# Your instructions
Please return all lines from the records below that include the string "dead".
►
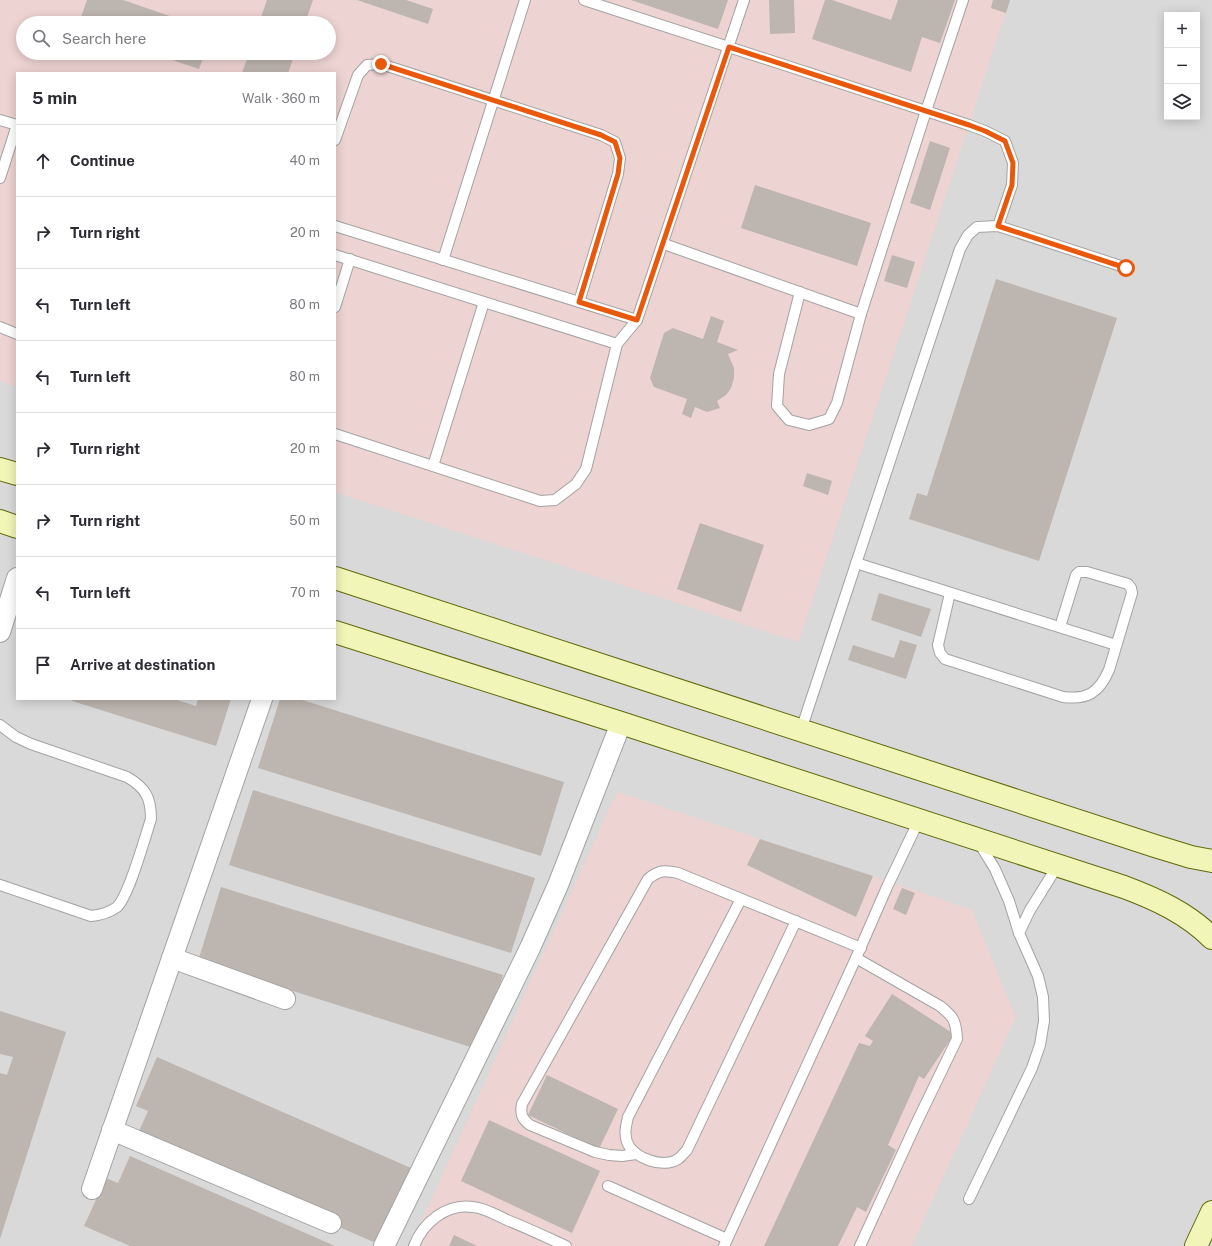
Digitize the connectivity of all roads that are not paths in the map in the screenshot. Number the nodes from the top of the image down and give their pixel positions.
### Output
1 (525, 0) edge
2 (584, 0) edge
3 (744, 0) edge
4 (963, 0) edge
5 (729, 47) junction
6 (494, 100) junction
7 (926, 111) junction
8 (0, 120) edge
9 (16, 125) edge
10 (16, 132) edge
11 (336, 137) edge
12 (13, 152) edge
13 (0, 178) edge
14 (336, 226) edge
15 (998, 226) junction
16 (664, 244) junction
17 (336, 254) edge
18 (350, 259) junction
19 (443, 260) junction
20 (1126, 268) dead end
21 (800, 292) junction
22 (484, 302) junction
23 (579, 302) junction
24 (336, 304) edge
25 (861, 314) junction
26 (637, 320) junction
27 (0, 327) edge
28 (16, 334) edge
29 (617, 344) junction
30 (336, 434) edge
31 (433, 466) junction
32 (0, 469) edge
33 (16, 474) edge
34 (0, 521) edge
35 (16, 527) edge
36 (856, 563) junction
37 (336, 578) edge
38 (16, 581) edge
39 (950, 593) junction
40 (1060, 628) junction
41 (0, 632) edge
42 (336, 632) edge
43 (1116, 645) junction
44 (262, 700) edge
45 (621, 723) junction
46 (1, 729) edge
47 (801, 730) junction
48 (919, 820) junction
49 (977, 840) junction
50 (1212, 862) edge
51 (1058, 865) junction
52 (0, 885) edge
53 (741, 899) junction
54 (796, 921) junction
55 (1208, 931) edge
56 (1019, 933) junction
57 (861, 948) junction
58 (172, 958) junction
59 (856, 958) junction
60 (285, 999) dead end
61 (112, 1130) junction
62 (636, 1154) junction
63 (608, 1186) dead end
64 (92, 1189) dead end
65 (968, 1199) dead end
66 (1212, 1212) edge
67 (331, 1223) dead end
68 (725, 1243) edge
69 (384, 1246) edge
70 (414, 1246) edge
71 (566, 1246) edge
72 (860, 1246) edge
73 (1196, 1246) edge

1 - 6 lane
2 - 5 lane
3 - 5 lane
4 - 7 lane
5 - 7 lane
5 - 16 lane
6 - 11 lane
6 - 19 lane
6 - 23 lane
7 - 15 lane
7 - 25 lane
8 - 9 lane
10 - 12 lane
12 - 13 lane
14 - 19 lane
15 - 20 lane
15 - 36 lane
16 - 21 lane
16 - 26 lane
17 - 18 lane
18 - 22 lane
18 - 24 lane
19 - 23 lane
21 - 25 lane
21 - 25 lane
22 - 29 lane
22 - 31 lane
23 - 26 lane
26 - 29 lane
27 - 28 lane
29 - 31 lane
30 - 31 lane
32 - 33 main road
34 - 35 main road
36 - 39 lane
36 - 47 lane
37 - 47 main road
38 - 41 street
39 - 40 lane
39 - 43 lane
40 - 43 lane
40 - 43 lane
42 - 45 main road
44 - 58 street
45 - 48 main road
45 - 69 street
46 - 52 lane
47 - 50 main road
48 - 49 main road
48 - 57 lane
49 - 51 main road
49 - 56 lane
51 - 55 main road
51 - 56 lane
53 - 54 lane
53 - 62 lane
53 - 62 lane
54 - 57 lane
54 - 62 lane
56 - 65 lane
57 - 59 lane
58 - 60 street
58 - 61 street
59 - 68 lane
59 - 72 lane
61 - 64 street
61 - 67 street
63 - 68 lane
66 - 73 main road
70 - 71 lane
◄
# Exercise answer
20 (1126, 268) dead end
60 (285, 999) dead end
63 (608, 1186) dead end
64 (92, 1189) dead end
65 (968, 1199) dead end
67 (331, 1223) dead end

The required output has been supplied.